*DESCRIPTION OF THE TASK*: Please copy, exactly as they appear below, the lines from the one containing "pinky tip: (595, 171)" through the one containing "thumb cmc: (902, 583)".

Data records:
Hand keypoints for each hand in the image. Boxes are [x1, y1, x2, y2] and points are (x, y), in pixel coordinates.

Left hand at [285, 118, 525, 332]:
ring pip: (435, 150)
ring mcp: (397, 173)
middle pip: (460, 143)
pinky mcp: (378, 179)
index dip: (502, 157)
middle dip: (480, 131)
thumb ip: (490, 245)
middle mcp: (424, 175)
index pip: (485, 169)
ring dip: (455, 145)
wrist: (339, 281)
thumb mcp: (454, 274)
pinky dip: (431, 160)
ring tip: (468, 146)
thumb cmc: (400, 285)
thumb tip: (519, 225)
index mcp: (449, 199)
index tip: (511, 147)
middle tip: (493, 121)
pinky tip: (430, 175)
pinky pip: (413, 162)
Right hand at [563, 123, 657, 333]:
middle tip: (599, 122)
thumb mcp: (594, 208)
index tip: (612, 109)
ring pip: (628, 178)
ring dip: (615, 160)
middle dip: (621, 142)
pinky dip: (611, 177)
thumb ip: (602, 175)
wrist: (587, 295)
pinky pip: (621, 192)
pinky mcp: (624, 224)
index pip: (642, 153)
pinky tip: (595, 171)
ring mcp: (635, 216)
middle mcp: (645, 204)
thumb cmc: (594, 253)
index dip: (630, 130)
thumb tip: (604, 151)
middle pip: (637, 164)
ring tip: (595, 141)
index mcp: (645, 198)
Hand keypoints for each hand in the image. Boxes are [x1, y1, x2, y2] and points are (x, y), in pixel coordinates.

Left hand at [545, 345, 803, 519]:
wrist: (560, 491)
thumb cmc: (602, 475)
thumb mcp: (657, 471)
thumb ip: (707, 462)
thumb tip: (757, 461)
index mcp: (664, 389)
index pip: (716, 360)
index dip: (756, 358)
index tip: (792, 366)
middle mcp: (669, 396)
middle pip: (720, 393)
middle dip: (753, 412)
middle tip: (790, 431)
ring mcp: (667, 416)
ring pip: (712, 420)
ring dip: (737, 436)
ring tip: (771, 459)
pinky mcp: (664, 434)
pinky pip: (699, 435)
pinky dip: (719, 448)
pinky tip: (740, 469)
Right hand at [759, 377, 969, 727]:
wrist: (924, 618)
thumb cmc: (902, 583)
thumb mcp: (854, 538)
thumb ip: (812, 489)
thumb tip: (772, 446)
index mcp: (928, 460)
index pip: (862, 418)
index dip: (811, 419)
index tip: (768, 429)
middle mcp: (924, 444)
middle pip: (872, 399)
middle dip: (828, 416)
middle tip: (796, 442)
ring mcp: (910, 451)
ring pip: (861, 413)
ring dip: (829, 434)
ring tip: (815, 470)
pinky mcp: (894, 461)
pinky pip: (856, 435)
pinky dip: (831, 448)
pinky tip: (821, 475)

--

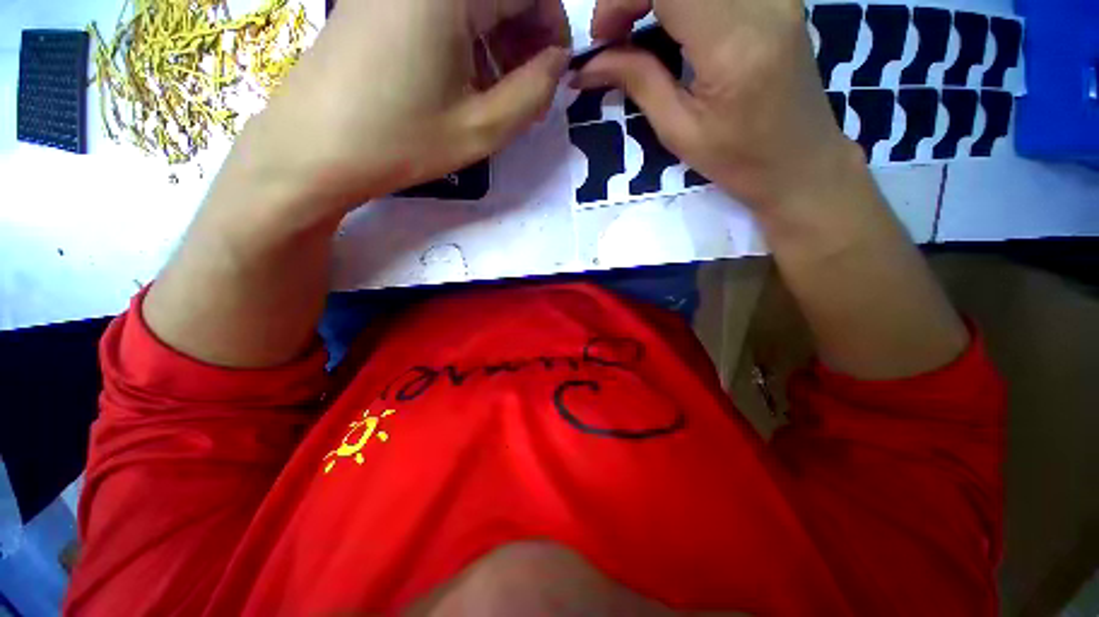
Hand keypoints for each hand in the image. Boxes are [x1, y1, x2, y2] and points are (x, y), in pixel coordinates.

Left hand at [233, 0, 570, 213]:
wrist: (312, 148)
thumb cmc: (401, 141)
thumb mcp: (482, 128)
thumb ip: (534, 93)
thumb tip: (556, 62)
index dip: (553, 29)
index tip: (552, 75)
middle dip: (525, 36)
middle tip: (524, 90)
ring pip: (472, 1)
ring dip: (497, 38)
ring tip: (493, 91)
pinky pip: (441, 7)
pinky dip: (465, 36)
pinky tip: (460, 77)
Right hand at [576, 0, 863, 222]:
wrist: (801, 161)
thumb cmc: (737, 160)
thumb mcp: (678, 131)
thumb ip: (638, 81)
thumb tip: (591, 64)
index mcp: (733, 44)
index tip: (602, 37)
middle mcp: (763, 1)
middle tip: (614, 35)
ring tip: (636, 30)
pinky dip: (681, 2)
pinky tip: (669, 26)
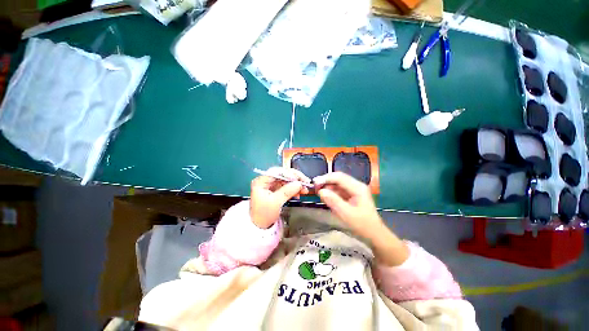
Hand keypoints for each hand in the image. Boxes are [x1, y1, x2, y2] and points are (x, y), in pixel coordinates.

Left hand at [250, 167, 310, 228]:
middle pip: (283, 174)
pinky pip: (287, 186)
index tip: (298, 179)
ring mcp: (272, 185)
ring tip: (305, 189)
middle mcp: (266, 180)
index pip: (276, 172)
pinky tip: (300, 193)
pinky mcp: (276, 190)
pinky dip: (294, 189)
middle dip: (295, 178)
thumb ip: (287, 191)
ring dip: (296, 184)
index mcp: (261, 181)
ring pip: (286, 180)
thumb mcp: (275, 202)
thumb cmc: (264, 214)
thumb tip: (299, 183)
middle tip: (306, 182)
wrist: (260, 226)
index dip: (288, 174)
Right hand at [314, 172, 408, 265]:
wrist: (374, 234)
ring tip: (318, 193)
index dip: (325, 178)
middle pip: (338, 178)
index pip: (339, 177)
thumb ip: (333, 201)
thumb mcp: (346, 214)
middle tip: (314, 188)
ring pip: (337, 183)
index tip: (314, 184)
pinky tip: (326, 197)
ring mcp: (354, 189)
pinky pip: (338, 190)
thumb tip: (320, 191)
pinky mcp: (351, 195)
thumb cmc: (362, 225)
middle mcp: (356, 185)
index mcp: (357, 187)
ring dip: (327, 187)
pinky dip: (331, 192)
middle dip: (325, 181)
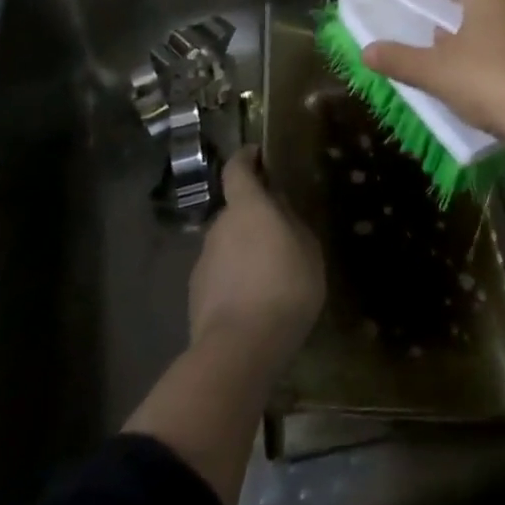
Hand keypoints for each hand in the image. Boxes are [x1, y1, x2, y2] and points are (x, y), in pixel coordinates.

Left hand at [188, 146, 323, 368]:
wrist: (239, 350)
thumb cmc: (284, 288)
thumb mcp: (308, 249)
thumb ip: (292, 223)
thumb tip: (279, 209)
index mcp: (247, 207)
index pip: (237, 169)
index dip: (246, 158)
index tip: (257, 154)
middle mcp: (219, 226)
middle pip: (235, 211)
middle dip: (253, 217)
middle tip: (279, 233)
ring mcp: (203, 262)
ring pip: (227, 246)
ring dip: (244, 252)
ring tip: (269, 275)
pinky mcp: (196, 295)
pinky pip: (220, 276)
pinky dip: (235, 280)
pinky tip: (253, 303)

*SOLUTION FOR THIS EXERCISE*:
pinky tip: (595, 171)
ring mcp: (635, 216)
middle mcp: (645, 204)
thumb cmc: (594, 253)
index dip: (630, 130)
thumb tip: (604, 151)
middle pip: (637, 164)
ring tip: (595, 141)
index mcp: (645, 198)
Hand keypoints for each hand in the image. Boxes are [x1, y1, x2, y2] and points are (x, y), in pixel coordinates.

Left hand at [545, 345, 803, 519]:
wrist: (560, 491)
thumb cmc: (602, 475)
thumb mcp: (657, 471)
thumb ip: (707, 462)
thumb tip: (757, 461)
index mcp: (664, 389)
index pip: (716, 360)
index dip: (756, 358)
index tip: (792, 366)
middle mcp: (669, 396)
middle pip: (720, 393)
middle dip: (753, 412)
middle tip: (790, 431)
ring mcp: (667, 416)
ring pip: (712, 420)
ring dip: (737, 436)
ring tip: (771, 459)
pinky mcp: (664, 434)
pinky pip: (699, 435)
pinky dip: (719, 448)
pinky tip: (740, 469)
Right hand at [759, 377, 969, 727]:
wrist: (924, 618)
thumb cmc: (902, 583)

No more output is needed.